ASSIGNED TASK -
Search the listing for the word "above" and return each line that contains it.
START THE INPUT
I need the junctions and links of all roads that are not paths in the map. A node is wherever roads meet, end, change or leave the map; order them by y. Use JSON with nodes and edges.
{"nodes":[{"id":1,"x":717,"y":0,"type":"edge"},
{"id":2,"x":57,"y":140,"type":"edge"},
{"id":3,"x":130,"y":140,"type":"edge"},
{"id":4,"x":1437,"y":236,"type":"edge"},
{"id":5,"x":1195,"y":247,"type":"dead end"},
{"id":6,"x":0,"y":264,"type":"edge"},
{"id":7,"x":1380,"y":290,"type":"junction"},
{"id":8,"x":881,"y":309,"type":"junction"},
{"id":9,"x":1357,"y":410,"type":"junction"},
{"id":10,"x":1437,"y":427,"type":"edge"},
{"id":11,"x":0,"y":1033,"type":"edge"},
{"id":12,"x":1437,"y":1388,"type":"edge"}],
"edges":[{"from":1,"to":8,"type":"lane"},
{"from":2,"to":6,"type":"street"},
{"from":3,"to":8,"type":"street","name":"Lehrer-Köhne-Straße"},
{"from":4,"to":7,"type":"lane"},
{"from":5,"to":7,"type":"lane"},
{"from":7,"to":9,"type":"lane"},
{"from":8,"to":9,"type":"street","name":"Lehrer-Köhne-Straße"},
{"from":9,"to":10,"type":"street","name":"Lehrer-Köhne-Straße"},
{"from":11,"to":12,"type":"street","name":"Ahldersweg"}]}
END THE INPUT
START THE INPUT
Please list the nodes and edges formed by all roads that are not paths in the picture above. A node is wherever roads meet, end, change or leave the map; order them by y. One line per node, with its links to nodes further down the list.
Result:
END THE INPUT
START THE INPUT
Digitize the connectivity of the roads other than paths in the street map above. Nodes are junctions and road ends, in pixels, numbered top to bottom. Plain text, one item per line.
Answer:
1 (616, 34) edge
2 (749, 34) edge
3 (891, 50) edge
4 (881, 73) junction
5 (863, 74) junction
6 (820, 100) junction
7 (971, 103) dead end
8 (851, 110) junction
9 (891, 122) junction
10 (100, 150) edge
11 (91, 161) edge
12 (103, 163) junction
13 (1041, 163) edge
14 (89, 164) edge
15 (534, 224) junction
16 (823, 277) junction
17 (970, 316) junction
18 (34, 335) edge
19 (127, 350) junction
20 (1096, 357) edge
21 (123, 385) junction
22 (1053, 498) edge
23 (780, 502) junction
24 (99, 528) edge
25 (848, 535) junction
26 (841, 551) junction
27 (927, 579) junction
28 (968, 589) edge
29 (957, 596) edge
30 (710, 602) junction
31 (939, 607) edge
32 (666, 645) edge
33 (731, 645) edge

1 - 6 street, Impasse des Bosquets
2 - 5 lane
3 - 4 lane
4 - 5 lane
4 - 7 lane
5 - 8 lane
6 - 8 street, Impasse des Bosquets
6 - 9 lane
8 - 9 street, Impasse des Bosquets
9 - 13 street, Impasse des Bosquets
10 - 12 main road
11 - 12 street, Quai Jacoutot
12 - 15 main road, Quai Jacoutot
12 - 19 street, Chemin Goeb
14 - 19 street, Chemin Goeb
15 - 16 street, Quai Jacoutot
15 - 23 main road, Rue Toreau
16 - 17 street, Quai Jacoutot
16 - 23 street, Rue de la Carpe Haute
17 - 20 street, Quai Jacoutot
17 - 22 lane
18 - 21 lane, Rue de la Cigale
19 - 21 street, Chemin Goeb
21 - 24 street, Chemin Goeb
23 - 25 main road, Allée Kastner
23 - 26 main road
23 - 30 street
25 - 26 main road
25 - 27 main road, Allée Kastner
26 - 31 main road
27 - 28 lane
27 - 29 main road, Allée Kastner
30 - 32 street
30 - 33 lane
END THE INPUT
ANSWER TO THE EXERCISE -
Please list the nodes and edges formed by all roads that are not paths in the picture above. A node is wherever roads meet, end, change or leave the map; order them by y. One line per node, with its links to nodes further down the list.
Digitize the connectivity of the roads other than paths in the street map above. Nodes are junctions and road ends, in pixels, numbered top to bottom. Plain text, one item per line.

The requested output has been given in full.